Tuesday, January 11, 2011


One has to laugh at the pomp and circumstance of selecting The NEXT! IRON! CHEF!
Morimoto is intense. Intensely bored. He doesn't bother to speak. Thankfully. The guy at the very beginning of the video has distracting ears. I don't know who he is. Alton is verbose, as usual. The Chairman is ridiculously over the top, as always. At least Michael Symon didn't giggle like a girl. Flay is Flay. He looks constipated.
The competition is fierce. It's down to the wire. You could cut the tension with a dull spoon. Check out what Boobie says at the 25 second mark in the above video. "... this is like the put up or shut up moment. ...To me, this is a street fight! Ya gotta have a street fight anytime someone comes and challenges you." That just cracked me up. They're cooking for crying out loud! They're not curing cancer. They're not saving lives. They're not creating miracles. They're not the Bloods and the Crips. They're friggin' cooks. And I don't know the woman judge in the middle, but she forgot to wear her top.
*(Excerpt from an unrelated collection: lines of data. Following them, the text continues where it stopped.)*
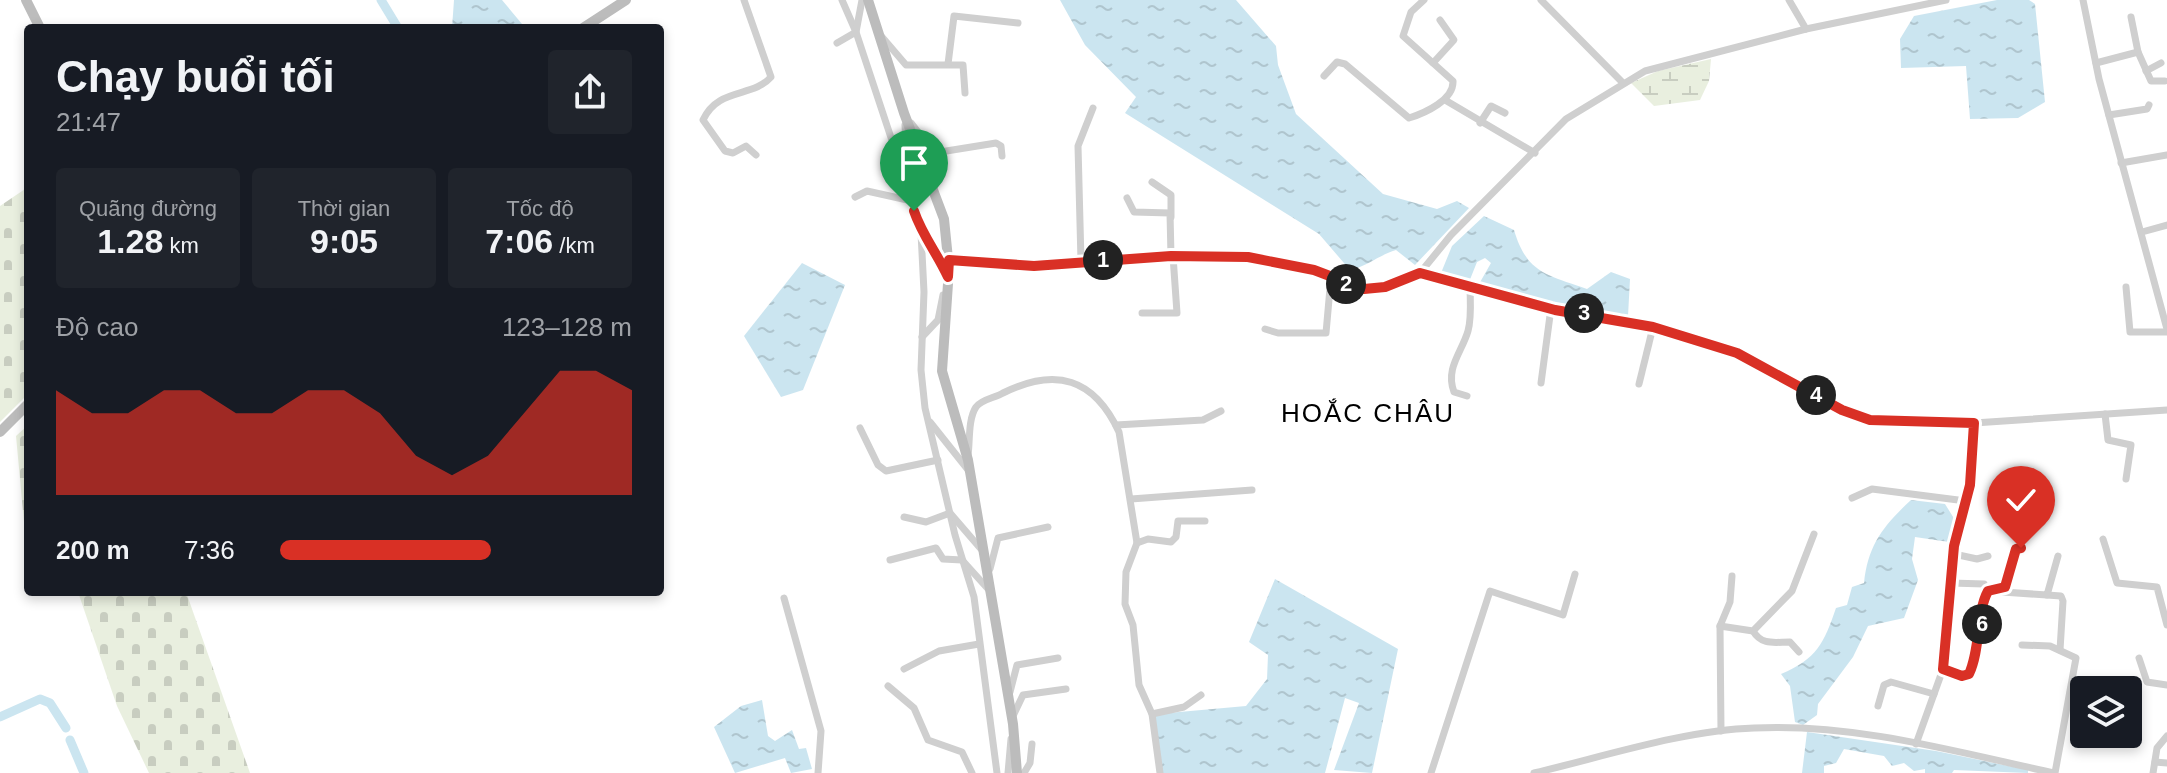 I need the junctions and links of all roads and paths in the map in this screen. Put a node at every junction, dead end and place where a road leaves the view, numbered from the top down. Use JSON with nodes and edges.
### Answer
{"nodes":[{"id":1,"x":26,"y":0,"type":"edge"},
{"id":2,"x":626,"y":0,"type":"edge"},
{"id":3,"x":744,"y":0,"type":"edge"},
{"id":4,"x":842,"y":0,"type":"edge"},
{"id":5,"x":865,"y":0,"type":"edge"},
{"id":6,"x":1424,"y":0,"type":"edge"},
{"id":7,"x":1541,"y":0,"type":"edge"},
{"id":8,"x":1789,"y":0,"type":"edge"},
{"id":9,"x":1896,"y":0,"type":"edge"},
{"id":10,"x":1946,"y":0,"type":"edge"},
{"id":11,"x":2083,"y":0,"type":"edge"},
{"id":12,"x":1898,"y":10,"type":"junction"},
{"id":13,"x":2131,"y":17,"type":"dead end"},
{"id":14,"x":1440,"y":20,"type":"dead end"},
{"id":15,"x":1018,"y":23,"type":"dead end"},
{"id":16,"x":38,"y":24,"type":"edge"},
{"id":17,"x":589,"y":24,"type":"edge"},
{"id":18,"x":1806,"y":29,"type":"junction"},
{"id":19,"x":856,"y":32,"type":"junction"},
{"id":20,"x":878,"y":33,"type":"junction"},
{"id":21,"x":837,"y":43,"type":"dead end"},
{"id":22,"x":2138,"y":52,"type":"junction"},
{"id":23,"x":1433,"y":63,"type":"junction"},
{"id":24,"x":2096,"y":63,"type":"junction"},
{"id":25,"x":2161,"y":63,"type":"dead end"},
{"id":26,"x":948,"y":64,"type":"junction"},
{"id":27,"x":2146,"y":71,"type":"junction"},
{"id":28,"x":1324,"y":76,"type":"dead end"},
{"id":29,"x":2165,"y":81,"type":"dead end"},
{"id":30,"x":1623,"y":83,"type":"junction"},
{"id":31,"x":965,"y":93,"type":"dead end"},
{"id":32,"x":1445,"y":100,"type":"junction"},
{"id":33,"x":2149,"y":105,"type":"dead end"},
{"id":34,"x":1093,"y":108,"type":"dead end"},
{"id":35,"x":904,"y":113,"type":"junction"},
{"id":36,"x":1505,"y":113,"type":"dead end"},
{"id":37,"x":2109,"y":115,"type":"junction"},
{"id":38,"x":1480,"y":123,"type":"junction"},
{"id":39,"x":1535,"y":153,"type":"junction"},
{"id":40,"x":756,"y":155,"type":"dead end"},
{"id":41,"x":2167,"y":155,"type":"edge"},
{"id":42,"x":1002,"y":156,"type":"dead end"},
{"id":43,"x":2121,"y":163,"type":"junction"},
{"id":44,"x":1152,"y":182,"type":"dead end"},
{"id":45,"x":908,"y":187,"type":"junction"},
{"id":46,"x":855,"y":197,"type":"dead end"},
{"id":47,"x":1127,"y":198,"type":"dead end"},
{"id":48,"x":912,"y":201,"type":"junction"},
{"id":49,"x":1171,"y":217,"type":"junction"},
{"id":50,"x":2167,"y":225,"type":"edge"},
{"id":51,"x":2142,"y":232,"type":"junction"},
{"id":52,"x":921,"y":233,"type":"junction"},
{"id":53,"x":1172,"y":256,"type":"junction"},
{"id":54,"x":949,"y":260,"type":"junction"},
{"id":55,"x":1081,"y":261,"type":"junction"},
{"id":56,"x":1420,"y":273,"type":"junction"},
{"id":57,"x":1331,"y":277,"type":"junction"},
{"id":58,"x":948,"y":281,"type":"junction"},
{"id":59,"x":1470,"y":285,"type":"junction"},
{"id":60,"x":2126,"y":287,"type":"dead end"},
{"id":61,"x":2165,"y":307,"type":"edge"},
{"id":62,"x":1551,"y":308,"type":"junction"},
{"id":63,"x":1142,"y":313,"type":"dead end"},
{"id":64,"x":1653,"y":327,"type":"junction"},
{"id":65,"x":1265,"y":329,"type":"dead end"},
{"id":66,"x":2167,"y":330,"type":"edge"},
{"id":67,"x":922,"y":337,"type":"junction"},
{"id":68,"x":1541,"y":383,"type":"dead end"},
{"id":69,"x":1639,"y":384,"type":"dead end"},
{"id":70,"x":1467,"y":396,"type":"dead end"},
{"id":71,"x":24,"y":408,"type":"edge"},
{"id":72,"x":2167,"y":410,"type":"edge"},
{"id":73,"x":1221,"y":411,"type":"dead end"},
{"id":74,"x":2105,"y":414,"type":"junction"},
{"id":75,"x":928,"y":421,"type":"junction"},
{"id":76,"x":1974,"y":423,"type":"junction"},
{"id":77,"x":1116,"y":425,"type":"junction"},
{"id":78,"x":860,"y":428,"type":"dead end"},
{"id":79,"x":0,"y":432,"type":"edge"},
{"id":80,"x":938,"y":460,"type":"junction"},
{"id":81,"x":968,"y":466,"type":"junction"},
{"id":82,"x":2126,"y":479,"type":"dead end"},
{"id":83,"x":1252,"y":490,"type":"dead end"},
{"id":84,"x":1852,"y":498,"type":"dead end"},
{"id":85,"x":1131,"y":499,"type":"junction"},
{"id":86,"x":1966,"y":501,"type":"junction"},
{"id":87,"x":950,"y":513,"type":"junction"},
{"id":88,"x":904,"y":517,"type":"dead end"},
{"id":89,"x":1205,"y":521,"type":"dead end"},
{"id":90,"x":1048,"y":527,"type":"dead end"},
{"id":91,"x":1814,"y":534,"type":"dead end"},
{"id":92,"x":2103,"y":539,"type":"dead end"},
{"id":93,"x":1137,"y":543,"type":"junction"},
{"id":94,"x":2021,"y":548,"type":"dead end"},
{"id":95,"x":983,"y":551,"type":"junction"},
{"id":96,"x":1954,"y":554,"type":"junction"},
{"id":97,"x":1988,"y":556,"type":"dead end"},
{"id":98,"x":2058,"y":556,"type":"dead end"},
{"id":99,"x":890,"y":560,"type":"dead end"},
{"id":100,"x":962,"y":560,"type":"junction"},
{"id":101,"x":1575,"y":574,"type":"dead end"},
{"id":102,"x":1732,"y":576,"type":"dead end"},
{"id":103,"x":1951,"y":583,"type":"junction"},
{"id":104,"x":1984,"y":584,"type":"dead end"},
{"id":105,"x":989,"y":587,"type":"junction"},
{"id":106,"x":1999,"y":590,"type":"junction"},
{"id":107,"x":2047,"y":595,"type":"junction"},
{"id":108,"x":784,"y":598,"type":"dead end"},
{"id":109,"x":2165,"y":603,"type":"edge"},
{"id":110,"x":2167,"y":625,"type":"edge"},
{"id":111,"x":1720,"y":626,"type":"junction"},
{"id":112,"x":1753,"y":631,"type":"junction"},
{"id":113,"x":979,"y":644,"type":"junction"},
{"id":114,"x":2022,"y":645,"type":"dead end"},
{"id":115,"x":2060,"y":650,"type":"junction"},
{"id":116,"x":1799,"y":652,"type":"dead end"},
{"id":117,"x":1058,"y":658,"type":"dead end"},
{"id":118,"x":2139,"y":658,"type":"dead end"},
{"id":119,"x":904,"y":669,"type":"dead end"},
{"id":120,"x":1943,"y":669,"type":"junction"},
{"id":121,"x":2167,"y":685,"type":"edge"},
{"id":122,"x":888,"y":686,"type":"dead end"},
{"id":123,"x":1066,"y":689,"type":"dead end"},
{"id":124,"x":1934,"y":694,"type":"junction"},
{"id":125,"x":1201,"y":695,"type":"dead end"},
{"id":126,"x":1008,"y":698,"type":"junction"},
{"id":127,"x":1878,"y":706,"type":"dead end"},
{"id":128,"x":1152,"y":714,"type":"junction"},
{"id":129,"x":1012,"y":721,"type":"junction"},
{"id":130,"x":1721,"y":731,"type":"junction"},
{"id":131,"x":2167,"y":736,"type":"edge"},
{"id":132,"x":1032,"y":744,"type":"dead end"},
{"id":133,"x":1916,"y":744,"type":"junction"},
{"id":134,"x":2155,"y":762,"type":"junction"},
{"id":135,"x":2167,"y":763,"type":"edge"},
{"id":136,"x":818,"y":773,"type":"edge"},
{"id":137,"x":972,"y":773,"type":"edge"},
{"id":138,"x":997,"y":773,"type":"edge"},
{"id":139,"x":1008,"y":773,"type":"edge"},
{"id":140,"x":1017,"y":773,"type":"edge"},
{"id":141,"x":1024,"y":773,"type":"edge"},
{"id":142,"x":1160,"y":773,"type":"edge"},
{"id":143,"x":1431,"y":773,"type":"edge"},
{"id":144,"x":1534,"y":773,"type":"edge"},
{"id":145,"x":2055,"y":773,"type":"edge"},
{"id":146,"x":2153,"y":773,"type":"edge"}],
"edges":[{"from":1,"to":16,"type":"main road"},
{"from":2,"to":17,"type":"main road"},
{"from":3,"to":40,"type":"street"},
{"from":4,"to":19,"type":"street"},
{"from":5,"to":19,"type":"street"},
{"from":5,"to":20,"type":"main road"},
{"from":6,"to":23,"type":"street"},
{"from":7,"to":30,"type":"street"},
{"from":8,"to":18,"type":"street"},
{"from":9,"to":12,"type":"street"},
{"from":10,"to":12,"type":"street"},
{"from":11,"to":24,"type":"street"},
{"from":12,"to":18,"type":"street"},
{"from":13,"to":22,"type":"street"},
{"from":14,"to":23,"type":"street"},
{"from":15,"to":26,"type":"street"},
{"from":18,"to":30,"type":"street"},
{"from":19,"to":21,"type":"street"},
{"from":19,"to":45,"type":"street"},
{"from":20,"to":26,"type":"street"},
{"from":20,"to":35,"type":"main road"},
{"from":22,"to":24,"type":"street"},
{"from":22,"to":27,"type":"street"},
{"from":23,"to":32,"type":"street"},
{"from":24,"to":37,"type":"street"},
{"from":25,"to":27,"type":"street"},
{"from":26,"to":31,"type":"street"},
{"from":27,"to":29,"type":"street"},
{"from":28,"to":32,"type":"street"},
{"from":30,"to":39,"type":"street"},
{"from":32,"to":38,"type":"street"},
{"from":33,"to":37,"type":"street"},
{"from":34,"to":55,"type":"street"},
{"from":35,"to":42,"type":"street"},
{"from":35,"to":45,"type":"street"},
{"from":35,"to":54,"type":"main road"},
{"from":36,"to":38,"type":"street"},
{"from":37,"to":43,"type":"street"},
{"from":38,"to":39,"type":"street"},
{"from":39,"to":56,"type":"street"},
{"from":41,"to":43,"type":"street"},
{"from":43,"to":51,"type":"street"},
{"from":44,"to":49,"type":"street"},
{"from":45,"to":48,"type":"street"},
{"from":46,"to":48,"type":"street"},
{"from":47,"to":49,"type":"street"},
{"from":48,"to":52,"type":"street"},
{"from":49,"to":53,"type":"street"},
{"from":50,"to":51,"type":"street"},
{"from":51,"to":61,"type":"street"},
{"from":52,"to":58,"type":"street"},
{"from":52,"to":67,"type":"street"},
{"from":53,"to":55,"type":"street"},
{"from":53,"to":57,"type":"street"},
{"from":53,"to":63,"type":"street"},
{"from":54,"to":55,"type":"street"},
{"from":54,"to":58,"type":"main road"},
{"from":56,"to":57,"type":"street"},
{"from":56,"to":59,"type":"street"},
{"from":57,"to":65,"type":"street"},
{"from":58,"to":67,"type":"street"},
{"from":58,"to":81,"type":"main road"},
{"from":59,"to":62,"type":"street"},
{"from":59,"to":70,"type":"street"},
{"from":60,"to":66,"type":"street"},
{"from":61,"to":66,"type":"street"},
{"from":62,"to":64,"type":"street"},
{"from":62,"to":68,"type":"street"},
{"from":64,"to":69,"type":"street"},
{"from":64,"to":76,"type":"street"},
{"from":67,"to":75,"type":"street"},
{"from":71,"to":79,"type":"main road"},
{"from":72,"to":74,"type":"street"},
{"from":73,"to":77,"type":"street"},
{"from":74,"to":76,"type":"street"},
{"from":74,"to":82,"type":"street"},
{"from":75,"to":80,"type":"street"},
{"from":75,"to":81,"type":"street"},
{"from":76,"to":86,"type":"street"},
{"from":77,"to":81,"type":"street"},
{"from":77,"to":85,"type":"street"},
{"from":78,"to":80,"type":"street"},
{"from":80,"to":87,"type":"street"},
{"from":81,"to":95,"type":"main road"},
{"from":83,"to":85,"type":"street"},
{"from":84,"to":86,"type":"street"},
{"from":85,"to":93,"type":"street"},
{"from":86,"to":96,"type":"street"},
{"from":87,"to":88,"type":"street"},
{"from":87,"to":95,"type":"street"},
{"from":87,"to":100,"type":"street"},
{"from":89,"to":93,"type":"street"},
{"from":90,"to":105,"type":"street"},
{"from":91,"to":112,"type":"street"},
{"from":92,"to":109,"type":"street"},
{"from":93,"to":128,"type":"street"},
{"from":94,"to":106,"type":"street"},
{"from":95,"to":105,"type":"main road"},
{"from":96,"to":97,"type":"street"},
{"from":96,"to":103,"type":"street"},
{"from":98,"to":107,"type":"street"},
{"from":99,"to":100,"type":"street"},
{"from":100,"to":105,"type":"street"},
{"from":100,"to":113,"type":"street"},
{"from":101,"to":143,"type":"street"},
{"from":102,"to":111,"type":"street"},
{"from":103,"to":104,"type":"street"},
{"from":103,"to":120,"type":"street"},
{"from":105,"to":126,"type":"main road"},
{"from":106,"to":107,"type":"street"},
{"from":106,"to":120,"type":"street"},
{"from":107,"to":115,"type":"street"},
{"from":108,"to":136,"type":"street"},
{"from":109,"to":110,"type":"street"},
{"from":111,"to":112,"type":"street"},
{"from":111,"to":130,"type":"street"},
{"from":112,"to":116,"type":"street"},
{"from":113,"to":119,"type":"street"},
{"from":113,"to":138,"type":"street"},
{"from":114,"to":115,"type":"street"},
{"from":115,"to":145,"type":"street"},
{"from":117,"to":126,"type":"street"},
{"from":118,"to":121,"type":"street"},
{"from":120,"to":124,"type":"street"},
{"from":122,"to":137,"type":"street"},
{"from":123,"to":129,"type":"street"},
{"from":124,"to":127,"type":"street"},
{"from":124,"to":133,"type":"street"},
{"from":125,"to":128,"type":"street"},
{"from":126,"to":129,"type":"main road"},
{"from":128,"to":142,"type":"street"},
{"from":129,"to":139,"type":"street"},
{"from":129,"to":140,"type":"main road"},
{"from":130,"to":133,"type":"street"},
{"from":130,"to":144,"type":"street"},
{"from":131,"to":134,"type":"street"},
{"from":132,"to":141,"type":"street"},
{"from":133,"to":145,"type":"street"},
{"from":134,"to":135,"type":"street"},
{"from":134,"to":146,"type":"street"}]}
That bothered me too. And she looks like she wants to be anywhere else.
And here, with great ado, fervor, excitement, and reverence, is the name of the NEXT IRON CHEF! OMG! There's an upset this year. Please watch the video to the end. Idjits.


Marilyn said...

Oh, Rosie. You don't know the half of it. Donatella Arpaia thinks that she is the greatest thing and always dresses like she's out to get a man. She also does her best to make sure that the female chefs get chopped, er eliminated and she has to be told to not eat the plates, the silverware, the napkins, etc.

Donna-FFW said...

Yes, Rosie, Id choose your food over their food any day.